Saturday, December 8, 2007

And so...

We come to an aspect of Apollon that I have never quite gotten.

On an intellectual level I get it. All Gods, at lest in the mythos, hold within them their own opposition. They are both light and dark, good and bad (not in the evil sense), masculine and feminine, etc. Apollo, as the great hunter God, is also the wolf God. He is both hunter and prey. In this sense, Apollo is very familiar to me in this sense because he is very much all the other Gods.

It is the specific aspect of Lykeios, the Wolf-Slayer, that I am often at odds with because while the title implies a hunter, which Apollo clearly is, the association with the wolf is not simply secondary, but also primary. In many ways, Apollo is the wolf as much as he is the hunter that slays the wolf.

In modern times we may see this aspect of Apollo in fuzzy eco-friendly ways. Protecting the wolf, for example, would seem to fall as part of the potential activities to participate in in honor of Apollo. But in ancient times, the wolf could be a very real threat to man kind. Much higher population of wolves and a much smaller population of human beings and you can see the potential problem. Add to this that in order to become civilized man had to be a farmer and cattle wrangler (yeeee-haw) and the wolf was a danger to the herds of the Greeks as they were, and often still are, to almost all cultures.

As a god of cities, of civilization, Apollo would have had to take on a role as destroyer of wolves even as he was himself very much a wolf by nature.

According to some sources, Latona, the mother of Apollo, was identified with a bitch-wolf, and in many ways, Apollo here is destroyer of his own mother (Latona is another name for Leto) and as a hunter, he, Leto, and Artemis all take on forms of the very beasts they destroy.
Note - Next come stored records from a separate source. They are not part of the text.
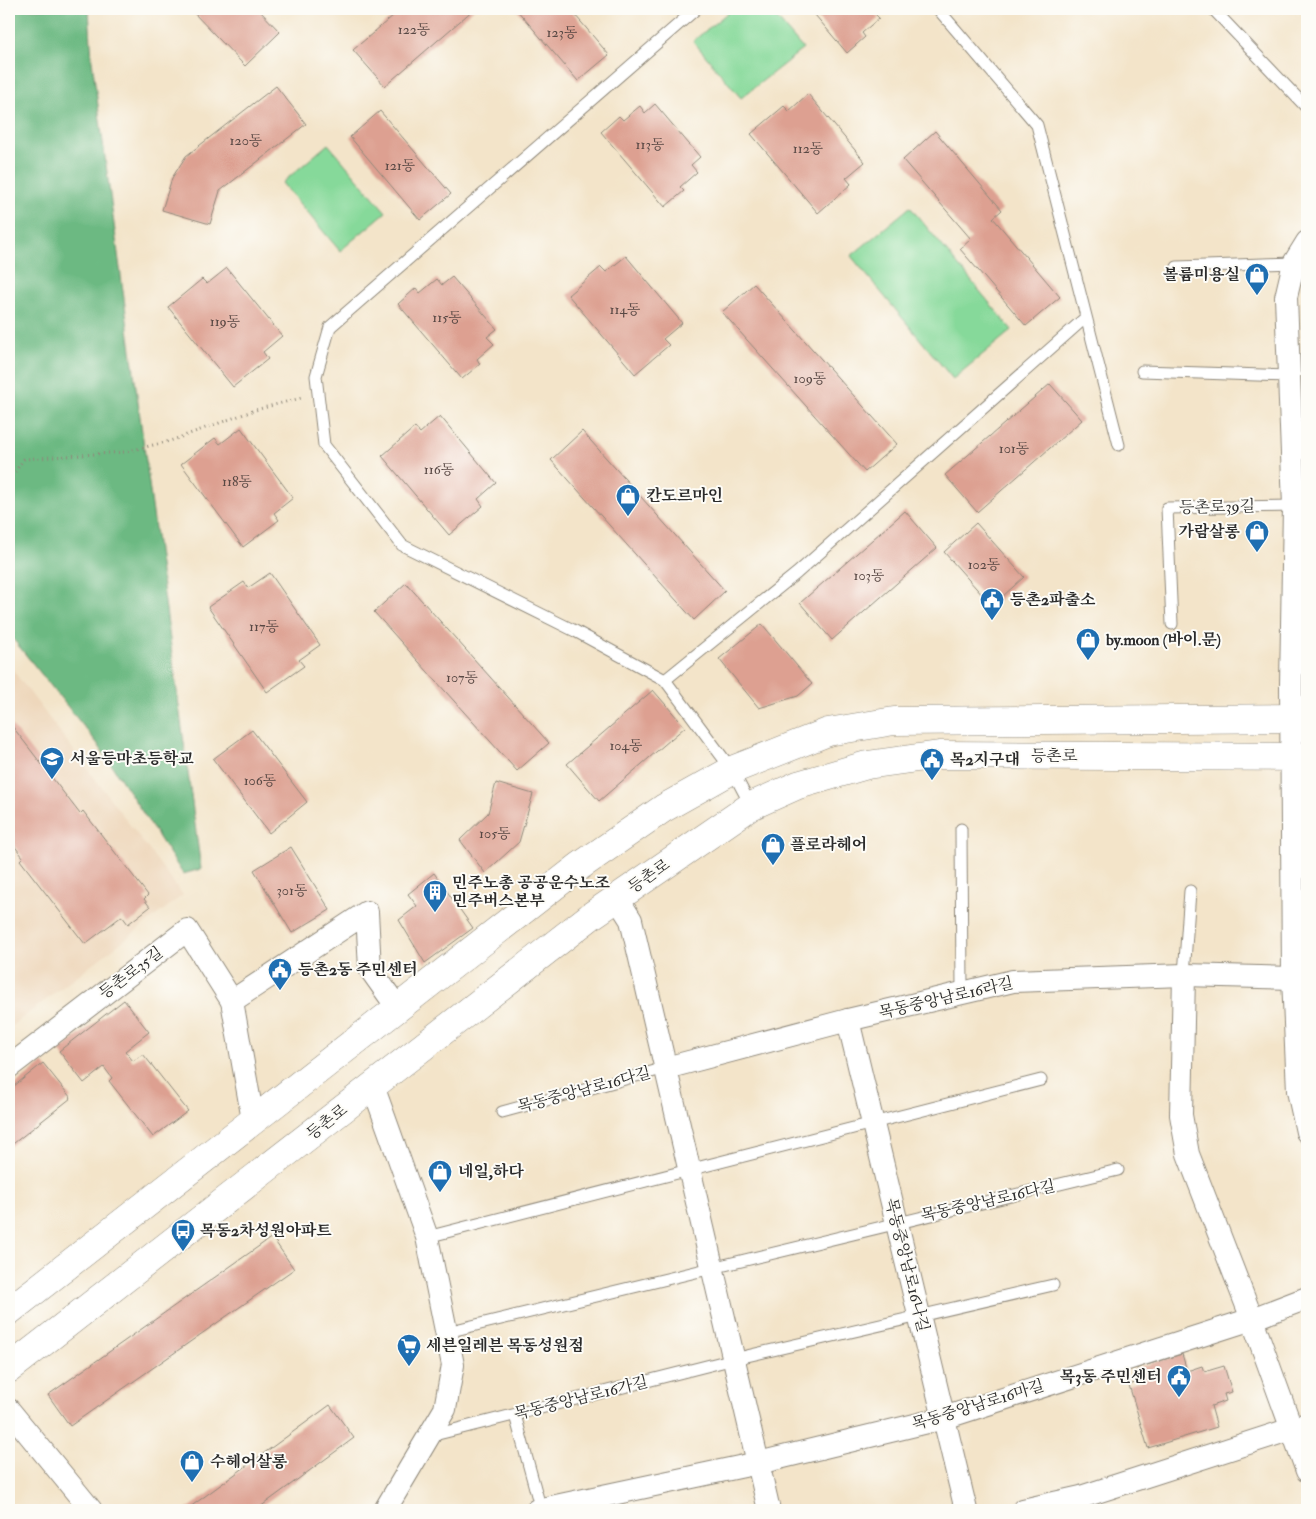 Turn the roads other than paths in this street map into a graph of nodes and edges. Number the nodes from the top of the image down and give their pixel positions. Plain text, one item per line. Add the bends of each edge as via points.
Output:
1 (696, 9) edge
2 (938, 9) edge
3 (1213, 9) edge
4 (1307, 108) edge
5 (1307, 242) edge
6 (1294, 264) junction
7 (1177, 267) dead end
8 (1085, 318) junction
9 (1142, 371) dead end
10 (1290, 376) junction
11 (1119, 445) dead end
12 (1300, 506) edge
13 (1172, 624) dead end
14 (665, 680) junction
15 (1299, 718) edge
16 (1299, 758) edge
17 (732, 770) junction
18 (751, 806) junction
19 (961, 829) dead end
20 (1190, 891) dead end
21 (617, 898) junction
22 (1184, 975) junction
23 (1293, 978) junction
24 (962, 993) junction
25 (232, 1001) junction
26 (397, 1008) junction
27 (848, 1020) junction
28 (9, 1068) edge
29 (666, 1068) junction
30 (1040, 1080) dead end
31 (373, 1086) junction
32 (502, 1112) dead end
33 (252, 1120) junction
34 (873, 1123) junction
35 (1307, 1132) edge
36 (690, 1170) junction
37 (1118, 1170) dead end
38 (897, 1223) junction
39 (427, 1237) junction
40 (712, 1268) junction
41 (1053, 1285) dead end
42 (1307, 1298) edge
43 (9, 1311) edge
44 (919, 1316) junction
45 (1252, 1319) junction
46 (447, 1332) junction
47 (734, 1359) junction
48 (9, 1369) edge
49 (9, 1410) edge
50 (515, 1415) junction
51 (944, 1418) junction
52 (1300, 1426) edge
53 (428, 1436) junction
54 (758, 1463) junction
55 (1307, 1470) edge
56 (91, 1510) edge
57 (384, 1510) edge
58 (540, 1510) edge
59 (769, 1510) edge
60 (966, 1510) edge
61 (1023, 1510) edge

1 - 14 lane via 330,327 316,376 324,445 402,546 575,631
2 - 8 lane via 1037,125
3 - 4 lane
5 - 6 street
6 - 7 lane
6 - 10 street via 1286,296
8 - 11 lane
8 - 14 lane via 797,573
9 - 10 lane
10 - 12 street
12 - 13 lane, 등촌로39길 via 1167,508
12 - 15 street
14 - 17 lane
15 - 16 street
15 - 17 main road via 894,721 828,732
16 - 18 main road, 등촌로 via 939,755 867,765 798,785
16 - 23 street
17 - 18 lane
17 - 26 main road via 664,808 580,866
18 - 21 main road, 등촌로
19 - 24 lane
20 - 22 lane
21 - 29 street, 목동중앙남로16다길 via 631,920
21 - 31 main road, 등촌로
22 - 23 street, 목동중앙남로16라길
22 - 24 street, 목동중앙남로16라길 via 1013,981
22 - 45 street via 1181,1115 1188,1154
23 - 35 street via 1298,1091
24 - 27 street, 목동중앙남로16라길
25 - 26 street via 367,912 370,969
25 - 28 street, 등촌로35길 via 188,930
25 - 33 street, 등촌로35길
26 - 33 main road
27 - 29 street, 목동중앙남로16라길
27 - 34 street, 목동중앙남로16나길
29 - 32 lane, 목동중앙남로16다길
29 - 36 street, 목동중앙남로16다길
30 - 34 lane
31 - 39 street
31 - 48 main road, 등촌로
33 - 43 main road
34 - 36 lane
34 - 38 street, 목동중앙남로16나길
36 - 39 lane
36 - 40 street, 목동중앙남로16다길
37 - 38 lane, 목동중앙남로16다길
38 - 40 lane, 목동중앙남로16다길
38 - 44 street, 목동중앙남로16나길
39 - 46 street
40 - 46 lane
40 - 47 street, 목동중앙남로16다길
41 - 44 lane
42 - 45 street, 목동중앙남로16마길
44 - 47 lane
44 - 51 street, 목동중앙남로16나길
45 - 51 street, 목동중앙남로16마길
45 - 52 street
46 - 53 street via 454,1365 444,1409
47 - 50 lane, 목동중앙남로16가길
47 - 54 street, 목동중앙남로16다길
49 - 56 street
50 - 53 lane, 목동중앙남로16가길
50 - 58 lane
51 - 54 street, 목동중앙남로16마길
51 - 60 street, 목동중앙남로16나길
52 - 55 street
52 - 61 street via 1081,1497
53 - 57 street
54 - 58 street
54 - 59 street, 목동중앙남로16다길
I said that this is an aspect of Apollo, Lykeios, that I don't quite get, and then go on to give rational explanations for it, thus contradicting myself. But, what I don't actually get is the wolf thing itself. I have a great imagination. I can picture amazing things in my head, come up with varied and complex stories in my mind, and I can imagine sex of which your mama would have been very ashamed, but this is a point at which my imagination always fails me. My ability to imagine myself as a wolf, as a wild beast in the woods, is very limited, and as a result I am a bit lost sometimes with regard to this specific aspect of the God.